Here, it is critical to note that while selling Ansaldo Energia will shore up the balance sheet, it will do little to address underlying operational weakness. The same can be said of the bus and rail business.

In any case, before completion of the Ansaldo divestment, aerospace and defence accounts for about 85% of group sales. Afterwards that share will be around 90%. In short, Finmeccanica management has no place left to hide. The challenge now is execution.

As chief executive Alessandro Pansa tells Flight International, Finmeccanica – like its peers – is having to adjust to profound shifts in the competitive global aerospace environment. It is well known that Western aerospace and defence companies no longer enjoy much protection, if any, in their home markets. The withering of Western defence budgets is also a blow, and Western players are competing harder than ever in emerging markets where domestic players, which were once clients, are becoming rivals.

Less visible but equally disruptive is the fact that it is no longer possible to clearly separate military and civil technology – particularly in communications systems, says Pansa.

Ultimately, he says, any industrial group operating in a high-technology, capital-intensive sector like aerospace must operate in a limited number of sectors with what he calls “technological complementarities” that allow for R&D investment to be spread across the group. These “scope economics” must be turned into scale economies, enabling the group to be a price-maker, rather than a price-taker.


Pansa says such a group must be international, and must establish significant industrial footprints in countries to which it had previously been an exporter.

With firm roots in Italy, the UK and the USA Finmeccanica is arguably doing all those things. But, Pansa notes, while the group’s strategy is easy enough to understand, it is going to take years of hard work to achieve.

Finmeccanica has its own unique difficulties. In one emerging market where its AgustaWestland range has demonstrable appeal, India, it faces an ongoing investigation into allegations that it resorted to bribery to secure a €560 million contract to supply 12 AW101 VVIP aircraft.

The investigation, including a probe by Italian prosecutors, has claimed several management scalps. These include that of Giuseppi Orsi – a former AgustaWestland head who rose to group chief executive and, in December 2011, also to chairman on the resignation, amidst a separate bribery investigation, of Pier Francesco Guarguaglini. When Orsi stepped down in February 2013, then-chief financial officer Pansa was made chief executive. And in July 2013, Gianni De Gennaro – a lawyer by training, with a long and distinguished career in government, fighting organised crime – was appointed chairman.

Led by a former banker with a clear strategic vision and an anti-corruption champion, Finmeccanica may be in the best possible hands given its current situation. Pansa, certainly, is optimistic. He stresses the need to resolve “negative issues” in India and remain a trusted supplier and partner there.
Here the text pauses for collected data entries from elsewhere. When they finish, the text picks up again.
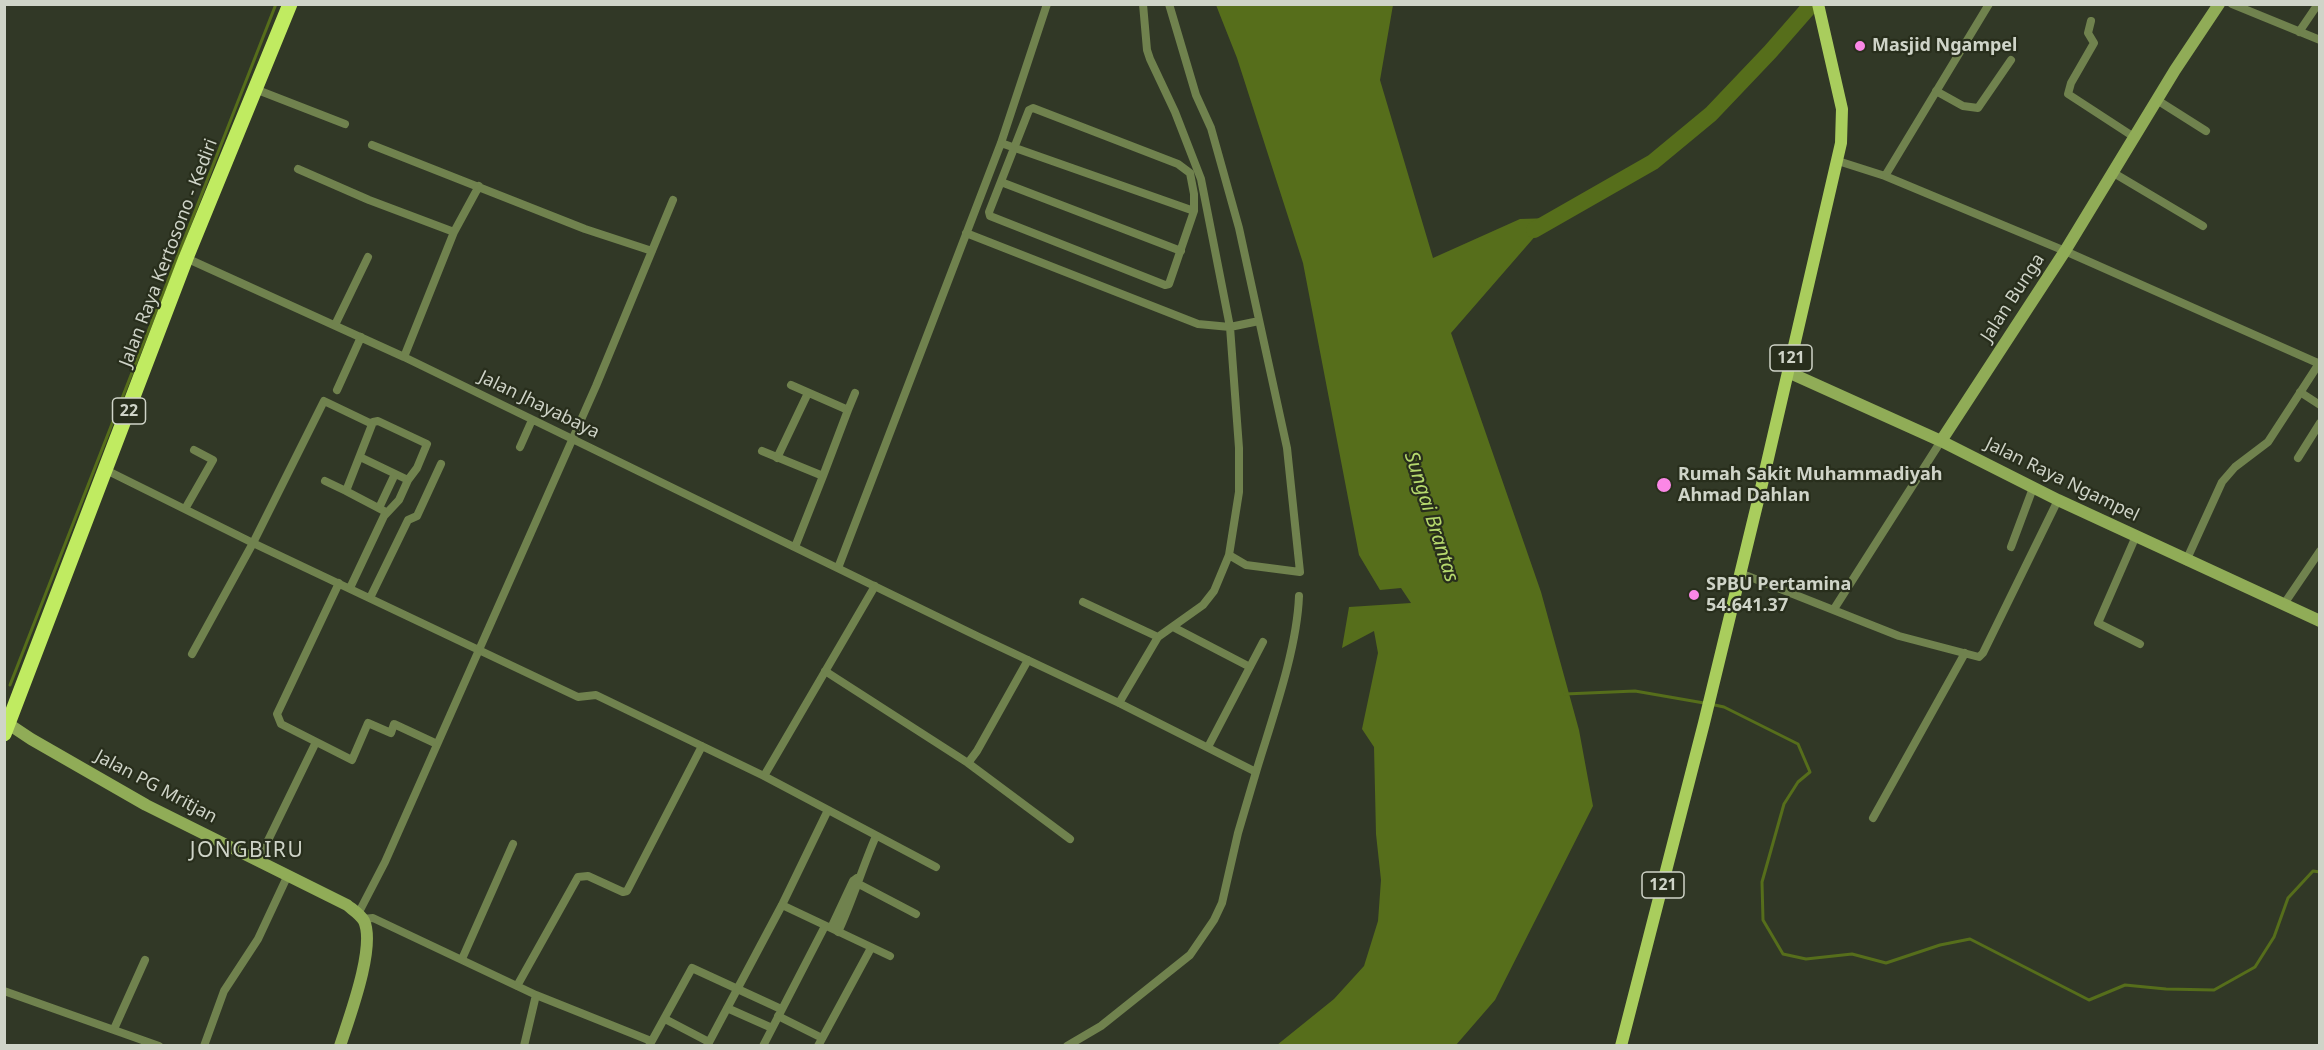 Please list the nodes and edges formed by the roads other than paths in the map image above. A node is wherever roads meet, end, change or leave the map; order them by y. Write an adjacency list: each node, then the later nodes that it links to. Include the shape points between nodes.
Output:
1 (290, 4): 14 (highway, 22)
2 (1047, 4): 20 (street)
3 (1143, 4): 41 (street, via 1147,50 1201,179)
4 (1169, 4): 39 (street, via 1221,162)
5 (1989, 4): 15 (street)
6 (2219, 4): 16 (street, Jalan Bunga)
7 (2232, 4): 11 (street)
8 (2316, 5): 11 (street)
9 (1819, 10): 23 (main road, 121, via 1842,109)
10 (2091, 21): 19 (street, via 2088,33 2094,43 2068,94)
11 (2300, 32): 12 (street)
12 (2319, 40)
13 (2011, 60): 15 (street, via 1978,108 1963,106)
14 (255, 89): 17 (street); 38 (highway, Jalan Raya Kertosono - Kediri / 22)
15 (1936, 91): 26 (street)
16 (2157, 100): 18 (street); 19 (street, Jalan Bunga)
17 (345, 124)
18 (2206, 131)
19 (2134, 137): 25 (street, Jalan Bunga)
20 (1001, 143): 22 (street); 33 (street)
21 (372, 145): 28 (street)
22 (1015, 148): 27 (street); 30 (street); 30 (street, via 1033,108 1186,168 1192,180)
23 (1838, 161): 26 (street); 45 (main road, 121)
24 (298, 169): 32 (street)
25 (2112, 172): 31 (street); 36 (street, Jalan Bunga)
26 (1885, 176): 36 (street)
27 (1001, 182): 35 (street); 35 (street, via 989,212 991,217 1144,276 1169,284)
28 (479, 186): 32 (street); 34 (street)
29 (672, 200): 34 (street)
30 (1194, 211): 35 (street)
31 (2203, 226)
32 (454, 232): 43 (street)
33 (966, 232): 41 (street, via 1198,324); 82 (street)
34 (652, 251): 56 (street)
35 (1181, 251)
36 (2065, 251): 44 (street); 57 (street, Jalan Bunga)
37 (368, 257): 40 (street)
38 (186, 258): 40 (street, Jalan Jhayabaya); 65 (highway, Jalan Raya Kertosono - Kediri / 22)
39 (1259, 321): 41 (street); 80 (street, via 1287,448 1300,572 1246,565)
40 (335, 325): 42 (street, Jalan Jhayabaya)
41 (1230, 327): 80 (street, via 1239,492)
42 (361, 337): 43 (street, Jalan Jhayabaya); 47 (street)
43 (404, 357): 53 (street, Jalan Jhayabaya)
44 (2319, 363): 48 (street)
45 (1788, 372): 57 (street, Jalan Raya Ngampel); 83 (main road, 121)
46 (791, 385): 49 (street)
47 (338, 390)
48 (2300, 392): 51 (street); 81 (street, via 2268,442 2235,466 2222,482)
49 (808, 393): 52 (street); 62 (street)
50 (855, 393): 52 (street)
51 (2319, 405)
52 (848, 410): 67 (street)
53 (532, 420): 56 (street, Jalan Jhayabaya); 58 (street)
54 (2319, 423): 63 (street)
55 (372, 424): 61 (street); 68 (street, via 378,421 426,444); 76 (street, via 324,401)
56 (573, 440): 77 (street, Jalan Jhayabaya); 97 (street)
57 (1941, 441): 70 (street, Jalan Raya Ngampel); 91 (street, Jalan Bunga)
58 (520, 447)
59 (194, 450): 73 (street, via 213,460)
60 (762, 451): 62 (street)
61 (360, 457): 66 (street); 71 (street)
62 (777, 458): 67 (street)
63 (2298, 458)
64 (441, 464): 88 (street, via 417,516 408,520)
65 (106, 470): 73 (street); 104 (highway, Jalan Raya Kertosono - Kediri / 22)
66 (395, 474): 68 (street); 74 (street)
67 (823, 476): 77 (street)
68 (408, 480): 74 (street, via 399,500)
69 (325, 481): 71 (street)
70 (2033, 488): 72 (street, Jalan Raya Ngampel); 78 (street)
71 (346, 491): 74 (street)
72 (2058, 500): 75 (street, Jalan Raya Ngampel); 98 (street, via 1983,653 1979,657)
73 (185, 509): 76 (street)
74 (382, 510): 86 (street)
75 (2136, 536): 81 (street, Jalan Raya Ngampel); 96 (street, via 2098,623)
76 (253, 543): 84 (street); 99 (street)
77 (795, 547): 82 (street, Jalan Jhayabaya)
78 (2011, 547)
79 (2319, 551): 90 (street)
80 (1229, 555): 93 (street, via 1207,600)
81 (2186, 561): 90 (street, Jalan Raya Ngampel)
82 (838, 568): 85 (street, Jalan Jhayabaya)
83 (1740, 573): 91 (street); 147 (main road, 121)
84 (339, 583): 86 (street); 105 (street, via 277,714 281,724)
85 (875, 586): 100 (street, Jalan Jhayabaya); 102 (street)
86 (351, 588): 88 (street)
87 (1299, 596): 110 (street, via 1276,708)
88 (370, 597): 97 (street)
89 (1083, 602): 94 (street)
90 (2284, 604): 92 (street, Jalan Raya Ngampel)
91 (1834, 609): 98 (street, via 1899,636)
92 (2319, 621)
93 (1173, 627): 94 (street); 101 (street)
94 (1158, 637): 103 (street)
95 (1263, 642): 101 (street)
96 (2140, 644)
97 (479, 650): 106 (street); 107 (street, via 578,696 596,695)
98 (1965, 653): 113 (street)
99 (192, 654)
100 (1028, 660): 103 (street, Jalan Jhayabaya); 109 (street)
101 (1250, 667): 108 (street)
102 (825, 671): 109 (street); 111 (street)
103 (1119, 703): 108 (street, Jalan Jhayabaya)
104 (6, 726): 117 (street, Jalan PG Mritjan, via 146,805)
105 (316, 741): 106 (street, via 352,760 368,723 391,733 394,724); 117 (street)
106 (437, 744): 123 (street)
107 (702, 746): 111 (street); 129 (street, via 627,891 588,876 578,878)
108 (1208, 747): 110 (street, Jalan Jhayabaya)
109 (968, 764): 115 (street)
110 (1256, 772): 146 (street, via 1222,903 1190,955 1101,1026)
111 (764, 776): 112 (street)
112 (828, 810): 114 (street); 121 (street)
113 (1873, 818)
114 (875, 838): 118 (street); 120 (street)
115 (1070, 839)
116 (513, 844): 127 (street)
117 (258, 861): 119 (street, Jalan PG Mritjan)
118 (935, 869)
119 (287, 876): 123 (street, Jalan PG Mritjan); 142 (street, via 258,939 224,991)
120 (857, 881): 122 (street); 124 (street)
121 (782, 905): 124 (street); 130 (street)
122 (916, 914)
123 (361, 916): 127 (street); 143 (street, via 367,942 362,973)
124 (832, 928): 125 (street); 134 (street)
125 (871, 948): 126 (street); 138 (street)
126 (890, 956)
127 (462, 959): 129 (street)
128 (145, 960): 137 (street)
129 (517, 986): 132 (street)
130 (738, 989): 133 (street); 134 (street); 135 (street, via 692,968)
131 (4, 991): 137 (street)
132 (536, 995): 139 (street); 144 (street)
133 (728, 1008): 136 (street); 140 (street)
134 (780, 1012): 136 (street); 138 (street)
135 (664, 1019): 139 (street); 140 (street)
136 (772, 1028): 145 (street)
137 (114, 1029): 141 (street)
138 (820, 1042)
139 (650, 1043)
140 (708, 1044)
141 (159, 1046)
142 (204, 1046)
143 (340, 1046)
144 (524, 1046)
145 (763, 1046)
146 (1067, 1046)
147 (1621, 1046) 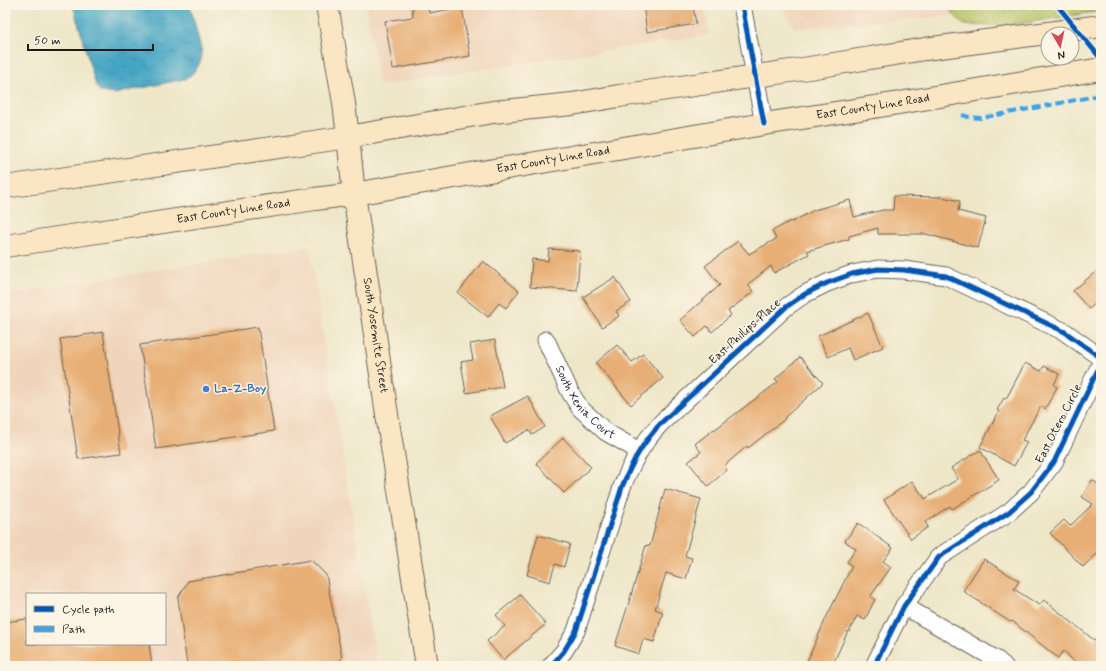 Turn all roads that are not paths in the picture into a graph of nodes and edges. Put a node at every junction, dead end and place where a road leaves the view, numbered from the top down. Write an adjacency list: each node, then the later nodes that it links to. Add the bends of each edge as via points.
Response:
1 (328, 5): 7 (main road, South Yosemite Street)
2 (742, 5): 5 (street)
3 (1101, 26): 5 (main road)
4 (1101, 69): 6 (main road, East County Line Road)
5 (756, 76): 6 (street); 7 (main road, via 572,104 493,112)
6 (764, 124): 9 (main road, East County Line Road)
7 (348, 137): 8 (main road); 9 (main road, South Yosemite Street)
8 (5, 187)
9 (354, 194): 10 (main road, East County Line Road); 16 (main road, South Yosemite Street)
10 (5, 246)
11 (546, 340): 14 (street, South Xenia Court, via 580,408 606,432)
12 (1101, 358): 14 (street, East Phillips Place, via 1065,332 946,276 904,270 852,274 805,294 786,307 662,422)
13 (1101, 363): 15 (street, East Otero Circle, via 1054,462 1031,492 1009,512 939,557)
14 (639, 451): 17 (street, East Phillips Place, via 622,487 576,631)
15 (904, 606): 18 (street, East Otero Circle); 19 (street)
16 (427, 666)
17 (551, 666)
18 (874, 666)
19 (1004, 666)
He also stresses the “paramount importance” of winning – in the coming six months – major contracts in global markets for core products such as air traffic control, navigation, helicopters and Eurofighter.

As for executing new and existing contracts, Finmeccanica has a solid industrial base in the key markets of Italy, the UK and the USA, says Pansa. He adds: “I see no particular difficulty in marrying our institutional relationships around the world.”

He also notes that the Finmeccanica shares took a jump on the Ansaldo Engergia deal. That rise in market capitalisation, says Pansa, is a clear indication of investors’ confidence in the “credibility of management” to see through Finmeccanica’s new strategic plan.

For sure, he also recognises that nothing is made easier by Italy’s ongoing political drama. But, he says, management can feel the support of the Italian government, and while Finmeccanica is also listed in the UK and has a significant presence in the USA, “Italy is our reference country”.

“We, as Finmeccanica,” says Pansa, “are a company which is of course Italy-based. And we are proud to be an Italian company.”